This is a collection of my "just for curiosity's sake" audio experiments.
This is stuff I work on very sporadically and just for fun. As such, it's not "complete", and never will be - that's not the point. I don't update it regularly, only when I feel like working on it (especially these days - most of my for-fun audio coding right now is in C++).
Not everything fully works in all edge cases; test coverage is spotty, and some of existing the tests fail; and there are quite a few TODOs and FIXMEs. Code quality & style varies, since this started out as a random collection of old files over the previous 5+ years that I figured I should consolidate, much of it originally Python 2. But I figured it's better to put this out there than just letting it languish on my hard drive forever.
For code that's actually meant to be usable, well tested, etc, I'm working on a C++ audio library, some of which is fairly directly ported from this. As of writing this, I haven't made any of that code public yet, but I hope to soon (for some value of "soon" 😉).
Various modules here have main() functions.
For the sake of dealing with relative imports, all modules get run from main.py, with the module name as subcommand -
this will call the module's main().
Many modules also have separate test() and/or plot() functions. You can run these by adding --test or --plot.
Some modules just have main call plot and/or test, but others have unique main functionality.
Run with --help for a list of arguments that main.py takes
Run Dattorro/Griesinger "figure 8" reverb algorithm and analyze the impulse response for density, RT60 etc:
main.py delay_reverb.dattorro_reverb
Process & plot frequency response of linear "4 cascaded poles with feedback" lowpass filter architecture:
main.py filters.cascade
Analyze various soft & hard clipping functions for harmonic distortion:
main.py overdrive.overdrive
Iteratively calculate tanh function with feedback, with both finite and infinite open-loop gain:
main.py overdrive.tanh_fb --plot
Run & analyze various simple compressor algorithm curves:
main.py compression.basic_compressors
As the goal of this code is experimentation, most of it has been written with ease of understanding what's actually going on over performance.
Many of the classes here are written with a "real-time style" API, i.e. you can feed them audio a bit at a time instead of needing to process the whole thing at once.
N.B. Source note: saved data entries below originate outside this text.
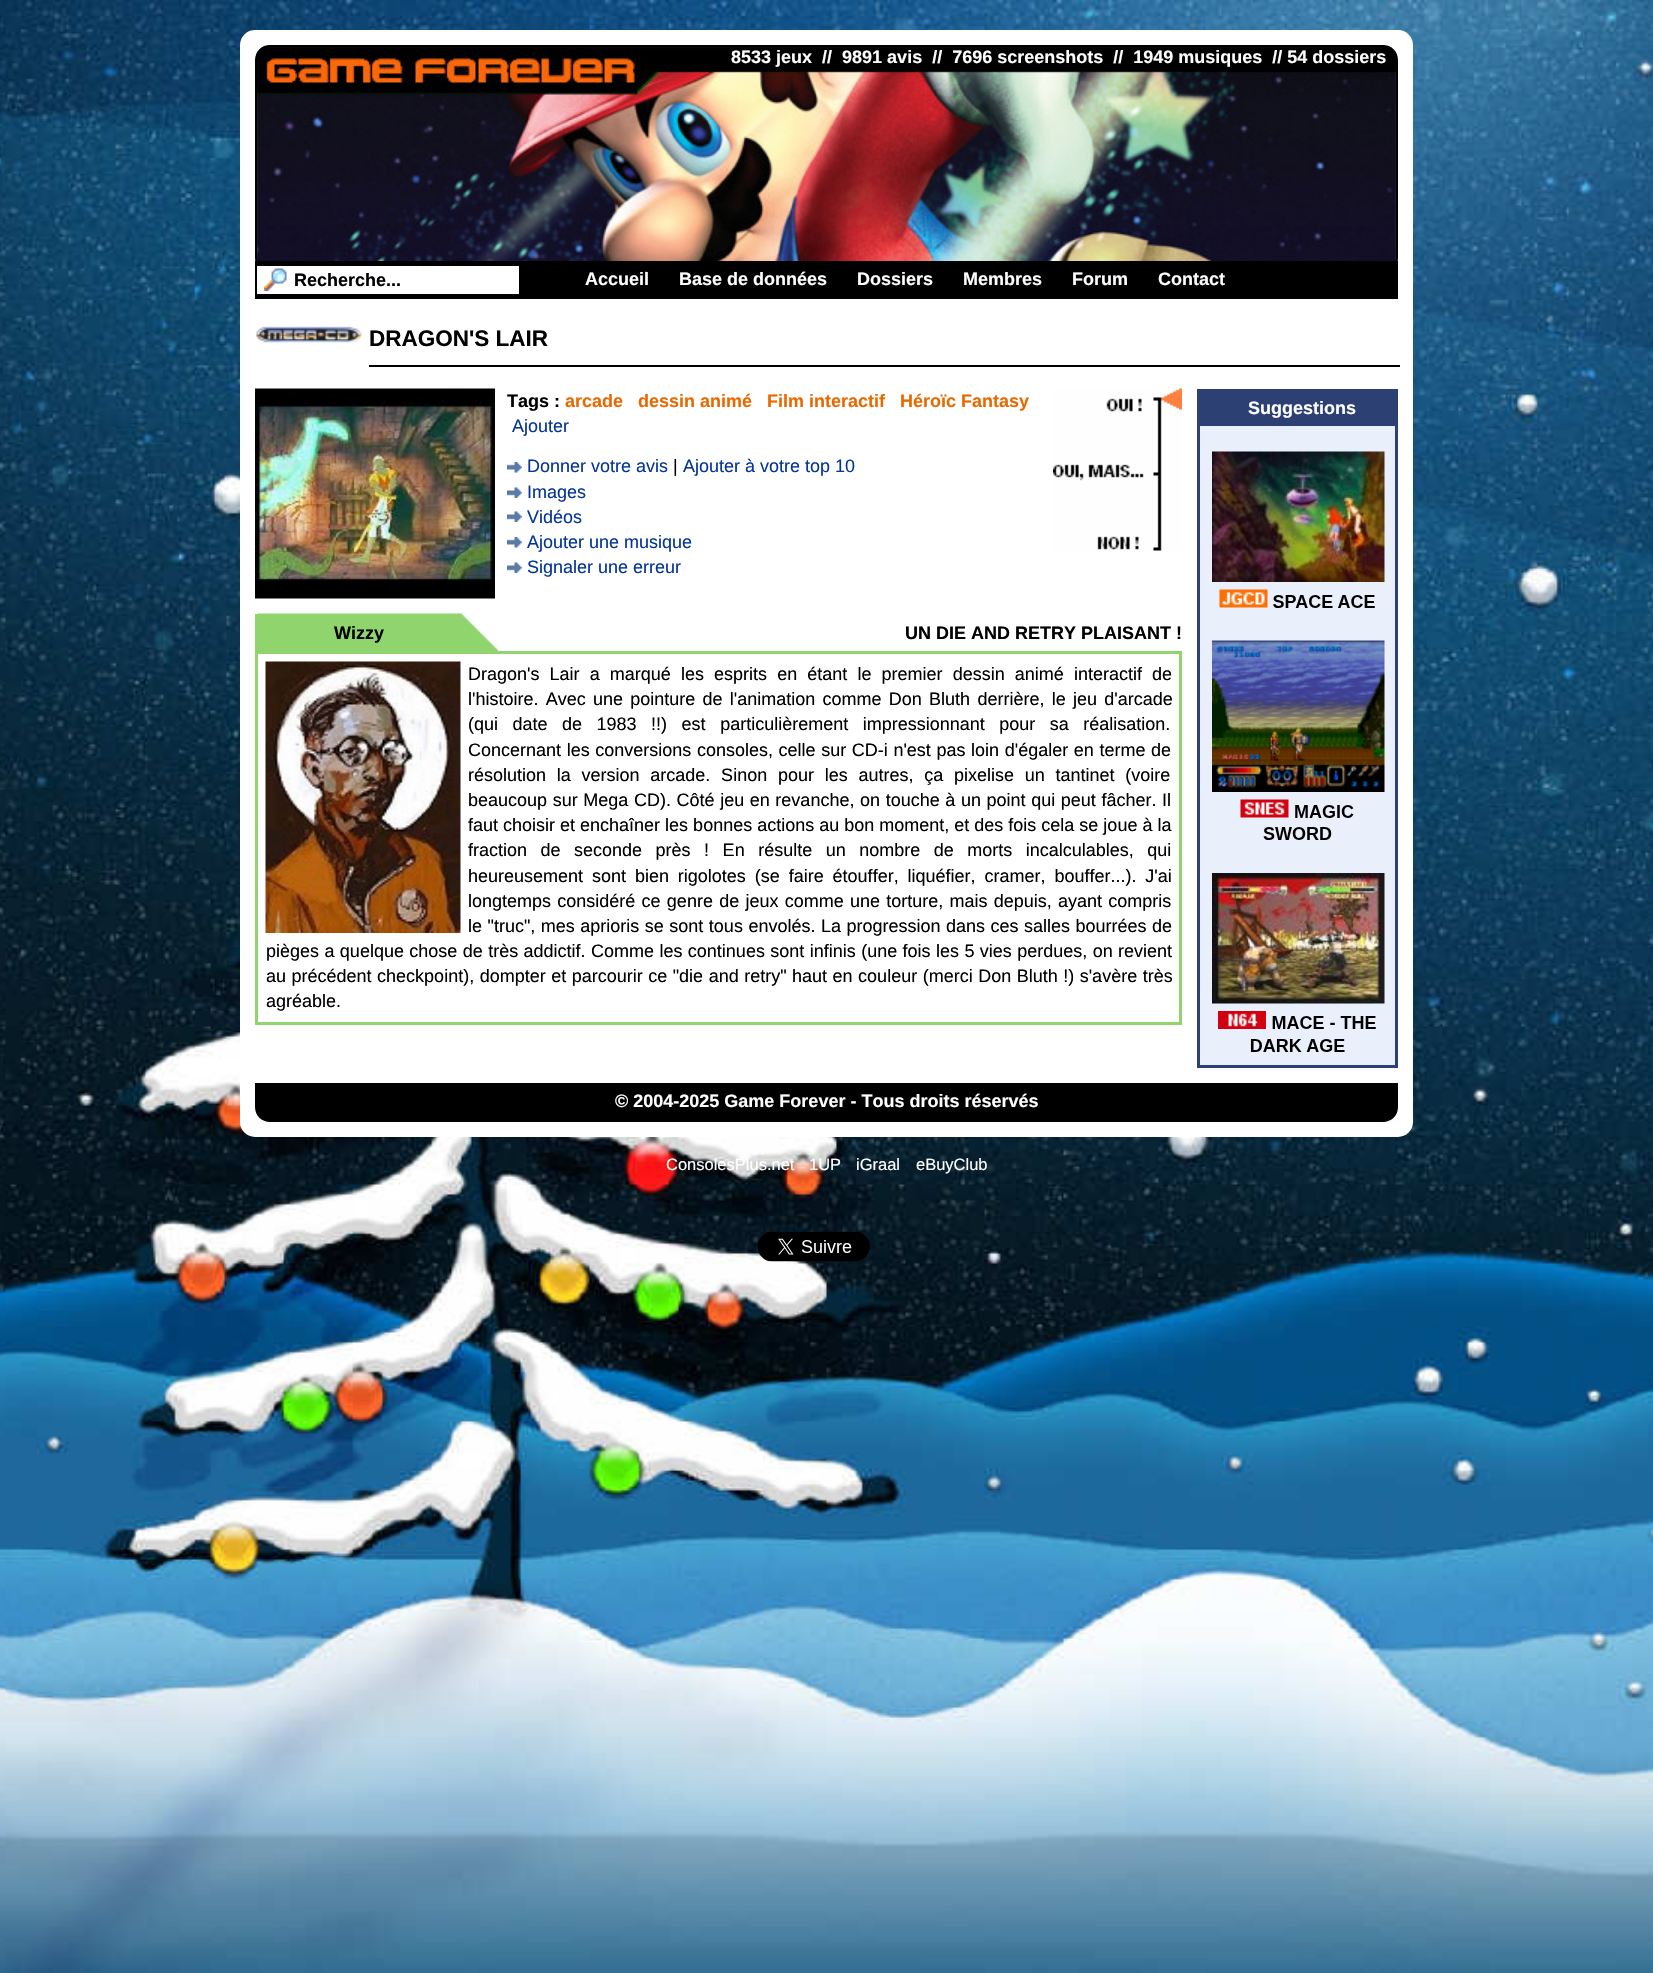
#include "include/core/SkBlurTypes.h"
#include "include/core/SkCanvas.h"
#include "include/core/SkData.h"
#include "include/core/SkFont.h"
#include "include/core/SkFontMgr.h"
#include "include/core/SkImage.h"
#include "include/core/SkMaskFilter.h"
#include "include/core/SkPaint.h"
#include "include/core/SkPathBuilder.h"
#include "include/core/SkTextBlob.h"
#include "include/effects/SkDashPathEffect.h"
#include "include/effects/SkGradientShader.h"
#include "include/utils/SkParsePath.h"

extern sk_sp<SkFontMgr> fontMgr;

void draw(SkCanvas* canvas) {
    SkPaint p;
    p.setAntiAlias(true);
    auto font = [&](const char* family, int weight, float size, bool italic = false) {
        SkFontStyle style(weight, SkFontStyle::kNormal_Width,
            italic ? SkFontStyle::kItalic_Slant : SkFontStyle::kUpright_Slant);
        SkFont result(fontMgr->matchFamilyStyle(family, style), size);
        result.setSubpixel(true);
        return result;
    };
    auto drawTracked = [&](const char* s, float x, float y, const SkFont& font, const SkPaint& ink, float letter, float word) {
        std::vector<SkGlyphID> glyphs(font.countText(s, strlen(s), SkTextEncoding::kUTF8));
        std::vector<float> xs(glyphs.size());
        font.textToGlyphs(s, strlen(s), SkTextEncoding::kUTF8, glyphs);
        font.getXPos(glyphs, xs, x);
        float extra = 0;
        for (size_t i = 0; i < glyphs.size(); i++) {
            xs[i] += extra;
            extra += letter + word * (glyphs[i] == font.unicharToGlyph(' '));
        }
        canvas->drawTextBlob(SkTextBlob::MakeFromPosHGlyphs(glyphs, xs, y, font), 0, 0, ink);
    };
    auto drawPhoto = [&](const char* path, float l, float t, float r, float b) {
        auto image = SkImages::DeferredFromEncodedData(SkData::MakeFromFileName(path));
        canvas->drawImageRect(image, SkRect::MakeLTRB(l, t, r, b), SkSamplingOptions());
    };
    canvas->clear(0xFFFFFFFF);
    drawPhoto("media/1.png", 0, 0, 1653, 1973);
    p.setColor(0xFFFFFFFF);
    canvas->drawRoundRect(SkRect::MakeLTRB(240, 30, 1413, 1137), 15, 15, p);
    drawPhoto("media/2.png", 256, 46, 1397, 261);
    p.setStyle(SkPaint::kStroke_Style);
    p.setStrokeWidth(2);
    p.setColor(0xFF000000);
    canvas->drawRoundRect(SkRect::MakeLTRB(256, 46, 1397, 272), 14, 14, p);
    auto font1 = font("Liberation Sans", 700, 18);
    p.setStyle(SkPaint::kFill_Style);
    p.setColor(0xFFFFFFFF);
    canvas->drawString("8533 jeux  //  9891 avis  //  7696 screenshots  //  1949 musiques  // 54 dossiers", 731, 63, font1, p);
    p.setStyle(SkPaint::kStroke_Style);
    p.setColor(0xFF000000);
    canvas->drawRect(SkRect::MakeLTRB(256, 262, 1397, 298), p);
    p.setStyle(SkPaint::kFill_Style);
    canvas->drawRect(SkRect::MakeLTRB(257, 263, 1396, 297), p);
    p.setColor(0xFFFFFFFF);
    canvas->drawRect(SkRect::MakeLTRB(257, 266, 519, 294), p);
    drawPhoto("media/3.png", 264, 268, 287, 291);
    p.setColor(0xFF000000);
    canvas->drawString("Recherche...", 294, 286, font1, p);
    p.setColor(0xFFFFFFFF);
    {
        const struct { const char* s; float x, y; } items[] = {
            {"Accueil", 585, 285},
            {"Base de données", 679, 285},
            {"Dossiers", 857, 285},
            {"Membres", 963, 285},
            {"Forum", 1072, 285},
            {"Contact", 1158, 285},
        };
        for (auto [s, x, y] : items) {
            canvas->drawString(s, x, y, font1, p);
        }
    }
    drawPhoto("media/4.png", 256, 326, 362, 343);
    auto font2 = font("Liberation Sans", 700, 22.5f);
    p.setColor(0xFF000000);
    canvas->drawString("DRAGON'S LAIR", 369, 346, font2, p);
    canvas->drawRect(SkRect::MakeLTRB(369, 365, 1400, 367), p);
    drawPhoto("media/5.png", 255, 388, 495, 599);
    canvas->drawString("Tags :", 507, 407, font1, p);
    p.setColor(0xFFE96901);
    {
        const struct { const char* s; float x, y; } items[] = {
            {"arcade", 565, 407},
            {"dessin animé", 638, 407},
            {"Film interactif", 767, 407},
            {"Héroïc Fantasy", 900, 407},
        };
        for (auto [s, x, y] : items) {
            canvas->drawString(s, x, y, font1, p);
        }
    }
    drawPhoto("media/6.png", 1053, 388, 1182, 551);
    auto font3 = font("Liberation Sans", 400, 18);
    p.setColor(0xFF043698);
    canvas->drawString("Ajouter", 512, 432, font3, p);
    drawPhoto("media/7.png", 507, 462, 522, 473);
    canvas->drawString("Donner votre avis", 527, 472, font3, p);
    p.setColor(0xFF000000);
    canvas->drawString("|", 673, 472, font3, p);
    p.setColor(0xFF043698);
    canvas->drawString("Ajouter à votre top 10", 683, 472, font3, p);
    drawPhoto("media/8.png", 507, 487, 522, 498);
    canvas->drawString("Images", 527, 498, font3, p);
    drawPhoto("media/8.png", 507, 511, 522, 522);
    canvas->drawString("Vidéos", 527, 523, font3, p);
    drawPhoto("media/7.png", 507, 537, 522, 548);
    canvas->drawString("Ajouter une musique", 527, 548, font3, p);
    drawPhoto("media/8.png", 507, 562, 522, 573);
    canvas->drawString("Signaler une erreur", 527, 573, font3, p);
    p.setColor(0xFFE9F0FB);
    canvas->drawRect(SkRect::MakeLTRB(1200, 426, 1395, 1065), p);
    p.setStyle(SkPaint::kStroke_Style);
    p.setStrokeWidth(3);
    p.setColor(0xFF2C4073);
    canvas->drawRect(SkRect::MakeLTRB(1198.5f, 390.5f, 1396.5f, 1066.5f), p);
    p.setStyle(SkPaint::kFill_Style);
    canvas->drawRect(SkRect::MakeLTRB(1200, 392, 1395, 426), p);
    p.setColor(0xFFFFFFFF);
    canvas->drawString("Suggestions", 1248, 414, font1, p);
    drawPhoto("media/9.png", 1212, 451, 1385, 1052);
    drawPhoto("media/10.png", 258, 613, 498, 651);
    p.setColor(0xFF90D46E);
    canvas->drawRect(SkRect::MakeLTRB(255, 614, 258, 651), p);
    p.setColor(0xFF000000);
    canvas->drawString("Wizzy", 334, 639, font1, p);
    canvas->drawString("UN DIE AND RETRY PLAISANT !", 905, 639, font1, p);
    p.setStyle(SkPaint::kStroke_Style);
    p.setColor(0xFF90D46E);
    canvas->drawRect(SkRect::MakeLTRB(256.5f, 652.5f, 1180.5f, 1023.5f), p);
    drawPhoto("media/11.png", 265, 661, 461, 933);
    p.setStyle(SkPaint::kFill_Style);
    p.setColor(0xFF000000);
    drawTracked("Dragon's Lair a marqué les esprits en étant le premier dessin animé interactif de", 468, 680, font3, p, 0, 5.1f);
    drawTracked("l'histoire. Avec une pointure de l'animation comme Don Bluth derrière, le jeu d'arcade", 468, 705, font3, p, 0, 2.25f);
    drawTracked("(qui date de 1983 !!) est particulièrement impressionnant pour sa réalisation.", 468, 730, font3, p, 0, 9.5f);
    drawTracked("Concernant les conversions consoles, celle sur CD-i n'est pas loin d'égaler en terme de", 468, 756, font3, p, 0, 0.6f);
    drawTracked("résolution la version arcade. Sinon pour les autres, ça pixelise un tantinet (voire", 468, 781, font3, p, 0, 5.75f);
    drawTracked("beaucoup sur Mega CD). Côté jeu en revanche, on touche à un point qui peut fâcher. Il", 468, 806, font3, p, 0, 0.6f);
    canvas->drawString("faut choisir et enchaîner les bonnes actions au bon moment, et des fois cela se joue à la", 468, 831, font3, p);
    drawTracked("fraction de seconde près ! En résulte un nombre de morts incalculables, qui", 468, 856, font3, p, 0, 8.5f);
    drawTracked("heureusement sont bien rigolotes (se faire étouffer, liquéfier, cramer, bouffer...). J'ai", 468, 882, font3, p, 0, 3.9f);
    drawTracked("longtemps considéré ce genre de jeux comme une torture, mais depuis, ayant compris", 468, 907, font3, p, 0, 1.25f);
    drawTracked("le \"truc\", mes aprioris se sont tous envolés. La progression dans ces salles bourrées de", 468, 932, font3, p, 0, 0.5f);
    drawTracked("pièges a quelque chose de très addictif. Comme les continues sont infinis (une fois les 5 vies perdues, on revient", 266, 957, font3, p, 0, 0.4f);
    drawTracked("au précédent checkpoint), dompter et parcourir ce \"die and retry\" haut en couleur (merci Don Bluth !) s'avère très", 266, 982, font3, p, 0, 0.5f);
    canvas->drawString("agréable.", 266, 1007, font3, p);
    canvas->drawPath(SkPathBuilder().moveTo(255, 1083).lineTo(1398, 1083).lineTo(1398, 1107).cubicTo(1398, 1115.5f, 1391.5f, 1122, 1383, 1122).lineTo(270, 1122).cubicTo(261.5f, 1122, 255, 1115.5f, 255, 1107).close().detach(), p);
    p.setColor(0xFFFFFFFF);
    canvas->drawString("© 2004-2025 Game Forever - Tous droits réservés", 615, 1107, font1, p);
    auto font4 = font("Liberation Sans", 400, 16.5f);
    {
        const struct { const char* s; float x, y; } items[] = {
            {"ConsolesPlus.net", 666, 1170},
            {"1UP", 809, 1170},
            {"iGraal", 856, 1170},
            {"eBuyClub", 916, 1170},
        };
        for (auto [s, x, y] : items) {
            canvas->drawString(s, x, y, font4, p);
        }
    }
    drawPhoto("media/12.png", 757, 1231, 870, 1262);
}
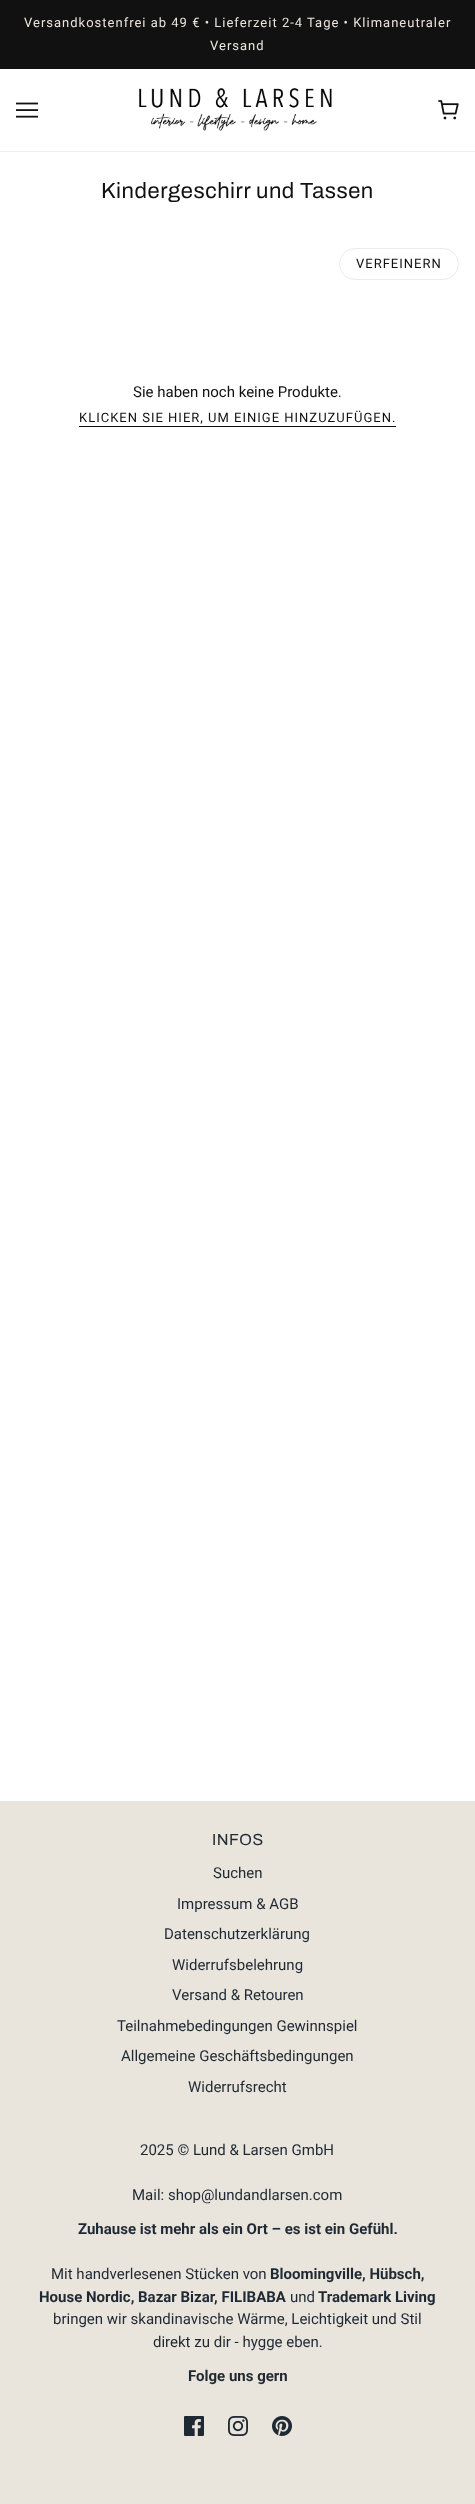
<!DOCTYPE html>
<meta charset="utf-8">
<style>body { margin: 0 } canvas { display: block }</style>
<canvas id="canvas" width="475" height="2504"></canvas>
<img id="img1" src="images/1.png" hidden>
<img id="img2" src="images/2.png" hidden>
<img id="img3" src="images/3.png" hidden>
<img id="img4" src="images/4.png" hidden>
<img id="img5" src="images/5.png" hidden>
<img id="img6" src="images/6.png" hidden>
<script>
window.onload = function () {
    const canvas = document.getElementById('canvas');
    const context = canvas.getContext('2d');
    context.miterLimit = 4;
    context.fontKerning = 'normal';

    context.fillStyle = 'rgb(255, 255, 255)';
    context.fillRect(0, 0, 475, 2504);
    context.fillStyle = 'rgb(17, 17, 17)';
    context.fillRect(0, 0, 475, 69);
    context.fillStyle = 'rgb(238, 238, 238)';
    context.fillRect(0, 151, 475, 1);
    context.drawImage(document.getElementById('img1'), 16, 102, 22, 16);
    context.drawImage(document.getElementById('img2'), 139, 88, 193, 43);
    context.drawImage(document.getElementById('img3'), 438, 100, 21, 20);
    context.beginPath();
    context.roundRect(339.5, 248.5, 119, 31, 15.5);
    context.strokeStyle = 'rgb(234, 234, 234)';
    context.stroke();
    context.fillStyle = 'rgb(17, 17, 17)';
    context.fillRect(79, 426, 317, 1);
    context.fillStyle = 'rgb(233, 228, 220)';
    context.fillRect(0, 1801, 475, 703);
    context.drawImage(document.getElementById('img4'), 184, 2416, 20, 20);
    context.drawImage(document.getElementById('img5'), 228, 2416, 20, 20);
    context.drawImage(document.getElementById('img6'), 272, 2416, 20, 20);
    context.letterSpacing = '1px';
    context.font = '13px Roboto';
    context.fillText('Versandkostenfrei ab 49 € • Lieferzeit 2-4 Tage • Klimaneutraler', 24, 27);
    context.fillText('Versand', 210, 50);
    context.letterSpacing = '0.55px';
    context.font = '22px Archivo';
    context.fillStyle = 'rgb(17, 17, 17)';
    context.fillText('Kindergeschirr und Tassen', 101, 198);
    context.letterSpacing = '1px';
    context.font = '13px Roboto';
    context.fillText('VERFEINERN', 356, 268);
    context.letterSpacing = '0px';
    context.font = '15px Roboto';
    context.fillText('Sie haben noch keine Produkte.', 133, 397);
    context.letterSpacing = '1px';
    context.font = '13px Roboto';
    context.fillText('KLICKEN SIE HIER, UM EINIGE HINZUZUFÜGEN.', 79, 422);
    context.letterSpacing = '0.5px';
    context.font = '16px Archivo';
    context.fillStyle = 'rgb(31, 41, 52)';
    context.fillText('INFOS', 212, 1845);
    context.letterSpacing = '0px';
    context.font = '15px Roboto';
    context.fillText('Suchen', 213, 1878);
    context.fillText('Impressum & AGB', 177, 1909);
    context.fillText('Datenschutzerklärung', 164, 1939);
    context.fillText('Widerrufsbelehrung', 172, 1970);
    context.fillText('Versand & Retouren', 172, 2000);
    context.fillText('Teilnahmebedingungen Gewinnspiel', 117, 2031);
    context.fillText('Allgemeine Geschäftsbedingungen', 121, 2061);
    context.fillText('Widerrufsrecht', 188, 2092);
    context.fillText('2025 © Lund & Larsen GmbH', 140, 2155);
    context.fillText('Mail: shop@lundandlarsen.com', 132, 2200);
    context.font = 'bold 15px Roboto';
    context.fillText('Zuhause ist mehr als ein Ort – es ist ein Gefühl.', 78, 2234);
    context.font = '15px Roboto';
    context.fillText('Mit handverlesenen Stücken von', 51, 2279);
    context.font = 'bold 15px Roboto';
    context.fillText('Bloomingville, Hübsch,', 270, 2279);
    context.fillText('House Nordic, Bazar Bizar, FILIBABA', 39, 2302);
    context.font = '15px Roboto';
    context.fillText('und', 290, 2302);
    context.font = 'bold 15px Roboto';
    context.fillText('Trademark Living', 318, 2302);
    context.font = '15px Roboto';
    context.fillText('bringen wir skandinavische Wärme, Leichtigkeit und Stil', 53, 2324);
    context.fillText('direkt zu dir - hygge eben.', 153, 2347);
    context.font = 'bold 15px Roboto';
    context.fillText('Folge uns gern', 188, 2381);
};
</script>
However, the idea behind this was more for the sake of making this easy to port to C/C++ than for actual real-time use.
Yeah, I know. I don't really plan on fixing them - again, the point of this is experimentation, not necessarily code that works in 100% of corner cases.
Yeah, if I was going to start over from scratch, then I'd use pytest. But I didn't when I started a few years ago, and now I have a basic test framework that works and does the (pretty simple) things I need it to.
Yeah, some of this would probably integrate pretty nicely with Spotify's Pedalboard library. But most of this code predates Pedalboard, and I'm not working on this enough anymore that it's really worth adding Pedalboard integration.
Where would the fun be in that?